La dystrophie myotonique de type 1 (DM1) est la forme la plus courante de dystrophie musculaire présente chez l’adulte, et aucun traitement curatif n’existe pour l’instant.
La DM1 est une maladie multisystémique qui atteint plusieurs tissus, notamment les muscles squelettiques, le cœur et le cerveau. Il existe deux grandes manifestations cliniques de la DM1 : la forme adulte classique et la forme congénitale/infantile. Si les causes des anomalies musculaires squelettiques de la DM1 à l’âge adulte sont établies, les mécanismes responsables des aspects cérébraux de ses formes congénitales/infantiles restent très peu connus.
La forme congénitale de la DM1 est transmise par la mère et se caractérise par des mouvements fœtaux réduits, une hypotonie et une faiblesse sévères à la naissance, souvent une insuffisance respiratoire, des difficultés d’alimentation et des talipes.
Les avancées récentes dans la technologie des cellules souches permettront bientôt d’établir des lignées cellulaires en provenance de patients atteints des différentes formes de la DM1 : adulte ou infantile/forme congénitale. Voilà qui laisse entrevoir la possibilité de guider la différenciation de ces cellules souches en cellules cérébrales. L’utilisation des dernières technologies en matière de modélisation de la maladie (cultures neuronales en deux et trois dimensions) permettra d’accélérer les découvertes sur la manière dont on pourrait inverser les anomalies cérébrales chez ces patients.
Impact : La compréhension du mécanisme qui sous-tend la DM1 aidera les neurologues et autres prestataires de soins de santé à améliorer le diagnostic en cours, à surveiller la progression de la maladie et, à terme, à améliorer la prise en charge.
Le Réseau canadien sur les maladies neuromusculaires (NMD4C) (en anglais seulement) est un nouveau réseau pancanadien qui réunit les expertises cliniques, scientifiques et techniques les plus avancées ainsi que celle des patients pour améliorer les soins, la recherche et la collaboration concernant en matière de maladies neuromusculaires.
Voici les objectifs de ce réseau :
- Mettre sur pied et maintenir un nouveau réseau d’intervenants en matière de maladies neuromusculaires pour faciliter l’amélioration de la recherche et des soins pour les chercheurs, les cliniciens et les défenseurs des droits des patients au Canada.

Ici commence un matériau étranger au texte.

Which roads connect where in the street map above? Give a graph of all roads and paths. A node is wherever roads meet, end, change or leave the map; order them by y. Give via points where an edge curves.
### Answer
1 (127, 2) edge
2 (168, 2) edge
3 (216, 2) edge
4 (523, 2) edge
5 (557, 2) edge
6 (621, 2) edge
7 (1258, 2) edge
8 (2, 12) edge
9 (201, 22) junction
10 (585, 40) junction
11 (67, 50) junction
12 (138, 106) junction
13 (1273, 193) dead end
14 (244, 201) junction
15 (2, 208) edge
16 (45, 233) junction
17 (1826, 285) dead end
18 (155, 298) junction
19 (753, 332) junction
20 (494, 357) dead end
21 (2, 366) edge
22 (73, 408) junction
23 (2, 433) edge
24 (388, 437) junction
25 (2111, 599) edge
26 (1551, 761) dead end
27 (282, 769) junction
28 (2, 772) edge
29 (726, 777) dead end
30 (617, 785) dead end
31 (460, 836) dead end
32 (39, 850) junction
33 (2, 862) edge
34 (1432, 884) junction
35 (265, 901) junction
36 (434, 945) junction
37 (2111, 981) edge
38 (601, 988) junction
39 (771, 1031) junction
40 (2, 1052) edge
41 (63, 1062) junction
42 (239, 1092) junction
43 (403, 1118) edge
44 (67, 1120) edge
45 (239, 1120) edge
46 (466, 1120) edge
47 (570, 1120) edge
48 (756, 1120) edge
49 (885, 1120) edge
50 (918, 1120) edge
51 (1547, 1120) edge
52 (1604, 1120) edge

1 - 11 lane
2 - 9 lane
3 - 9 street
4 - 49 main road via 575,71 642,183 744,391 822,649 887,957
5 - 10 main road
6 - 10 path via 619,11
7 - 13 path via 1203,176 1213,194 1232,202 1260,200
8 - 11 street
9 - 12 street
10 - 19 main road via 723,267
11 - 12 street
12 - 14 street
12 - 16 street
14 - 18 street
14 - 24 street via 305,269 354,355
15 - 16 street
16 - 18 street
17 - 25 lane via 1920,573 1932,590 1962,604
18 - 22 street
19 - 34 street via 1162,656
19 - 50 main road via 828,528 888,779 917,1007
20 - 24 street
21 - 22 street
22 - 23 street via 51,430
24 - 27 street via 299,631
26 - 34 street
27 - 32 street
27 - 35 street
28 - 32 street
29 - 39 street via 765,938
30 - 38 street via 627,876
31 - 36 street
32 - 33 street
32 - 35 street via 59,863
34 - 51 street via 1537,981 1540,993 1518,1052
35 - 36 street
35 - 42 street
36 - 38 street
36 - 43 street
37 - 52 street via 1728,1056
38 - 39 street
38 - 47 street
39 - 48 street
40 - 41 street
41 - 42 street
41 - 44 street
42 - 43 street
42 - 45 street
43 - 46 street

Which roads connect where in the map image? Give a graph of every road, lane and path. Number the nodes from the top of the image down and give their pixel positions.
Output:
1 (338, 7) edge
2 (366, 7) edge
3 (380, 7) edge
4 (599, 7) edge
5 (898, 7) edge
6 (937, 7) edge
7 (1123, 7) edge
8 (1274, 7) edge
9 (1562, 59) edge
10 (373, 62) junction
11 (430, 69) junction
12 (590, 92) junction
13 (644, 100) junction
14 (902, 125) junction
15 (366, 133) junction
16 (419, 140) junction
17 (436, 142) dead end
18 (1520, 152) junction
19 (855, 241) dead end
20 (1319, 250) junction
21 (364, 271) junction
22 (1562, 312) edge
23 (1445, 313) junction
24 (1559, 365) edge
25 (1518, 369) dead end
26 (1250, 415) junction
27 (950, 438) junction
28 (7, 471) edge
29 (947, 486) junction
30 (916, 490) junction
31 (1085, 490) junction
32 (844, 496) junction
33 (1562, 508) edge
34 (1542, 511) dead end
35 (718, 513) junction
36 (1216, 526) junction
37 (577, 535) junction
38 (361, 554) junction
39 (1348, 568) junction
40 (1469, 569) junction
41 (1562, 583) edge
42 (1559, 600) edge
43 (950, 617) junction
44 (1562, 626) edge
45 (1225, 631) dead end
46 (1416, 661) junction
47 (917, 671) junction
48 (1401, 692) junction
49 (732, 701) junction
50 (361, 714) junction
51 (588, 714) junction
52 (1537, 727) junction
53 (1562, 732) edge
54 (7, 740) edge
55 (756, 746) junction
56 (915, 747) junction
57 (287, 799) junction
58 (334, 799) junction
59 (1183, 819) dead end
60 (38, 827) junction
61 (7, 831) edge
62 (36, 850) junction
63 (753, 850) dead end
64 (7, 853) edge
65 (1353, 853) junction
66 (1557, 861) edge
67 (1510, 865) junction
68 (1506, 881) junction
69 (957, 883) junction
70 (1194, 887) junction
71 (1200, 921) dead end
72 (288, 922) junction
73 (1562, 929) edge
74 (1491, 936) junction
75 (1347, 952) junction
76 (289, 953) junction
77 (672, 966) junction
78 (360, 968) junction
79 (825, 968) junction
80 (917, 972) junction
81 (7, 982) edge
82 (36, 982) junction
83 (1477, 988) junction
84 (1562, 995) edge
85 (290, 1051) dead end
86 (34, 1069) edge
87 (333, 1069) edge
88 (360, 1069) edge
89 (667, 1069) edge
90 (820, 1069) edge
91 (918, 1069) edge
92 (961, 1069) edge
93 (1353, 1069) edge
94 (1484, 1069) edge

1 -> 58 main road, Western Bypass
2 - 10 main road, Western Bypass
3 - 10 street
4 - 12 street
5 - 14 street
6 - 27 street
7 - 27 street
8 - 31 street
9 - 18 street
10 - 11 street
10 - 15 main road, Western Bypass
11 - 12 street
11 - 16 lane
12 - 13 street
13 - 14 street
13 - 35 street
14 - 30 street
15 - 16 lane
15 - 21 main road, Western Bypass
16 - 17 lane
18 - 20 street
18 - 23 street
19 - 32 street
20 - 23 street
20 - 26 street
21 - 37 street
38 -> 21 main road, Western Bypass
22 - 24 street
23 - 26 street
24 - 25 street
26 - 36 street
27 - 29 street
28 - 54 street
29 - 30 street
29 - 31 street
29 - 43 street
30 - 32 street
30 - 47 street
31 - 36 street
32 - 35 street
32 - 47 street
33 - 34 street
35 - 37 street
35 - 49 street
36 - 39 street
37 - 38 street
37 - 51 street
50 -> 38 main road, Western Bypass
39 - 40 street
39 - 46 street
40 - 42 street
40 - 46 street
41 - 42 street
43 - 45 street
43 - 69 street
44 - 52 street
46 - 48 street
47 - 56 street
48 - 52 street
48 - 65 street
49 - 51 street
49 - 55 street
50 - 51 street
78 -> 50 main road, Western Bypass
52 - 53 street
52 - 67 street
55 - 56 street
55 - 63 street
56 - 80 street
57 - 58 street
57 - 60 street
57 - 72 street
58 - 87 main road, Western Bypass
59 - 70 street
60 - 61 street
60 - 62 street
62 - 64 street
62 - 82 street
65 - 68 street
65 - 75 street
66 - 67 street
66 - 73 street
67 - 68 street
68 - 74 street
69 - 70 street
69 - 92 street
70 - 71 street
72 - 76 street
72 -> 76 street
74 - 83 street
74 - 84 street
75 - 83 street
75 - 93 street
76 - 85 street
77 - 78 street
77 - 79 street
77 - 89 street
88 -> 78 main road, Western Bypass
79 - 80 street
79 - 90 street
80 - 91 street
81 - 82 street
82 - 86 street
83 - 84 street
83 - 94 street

- Former et éduquer la prochaine génération de cliniciens, scientifiques et défenseur des droits des patients spécifiquement liés aux maladies neuromusculaires pour améliorer la qualité des soins et de la recherche.
- Hausser les normes de soins pour les maladies neuromusculaires et l’accès aux traitements à travers le Canada, en développant et en fournissant la bonne information, au bon public, au bon moment.
- Étendre l’accès aux ressources en recherche et renforcer les capacités de recherche en unissant les efforts locaux dans l’ensemble du Canada et en les reliant aux activités internationales.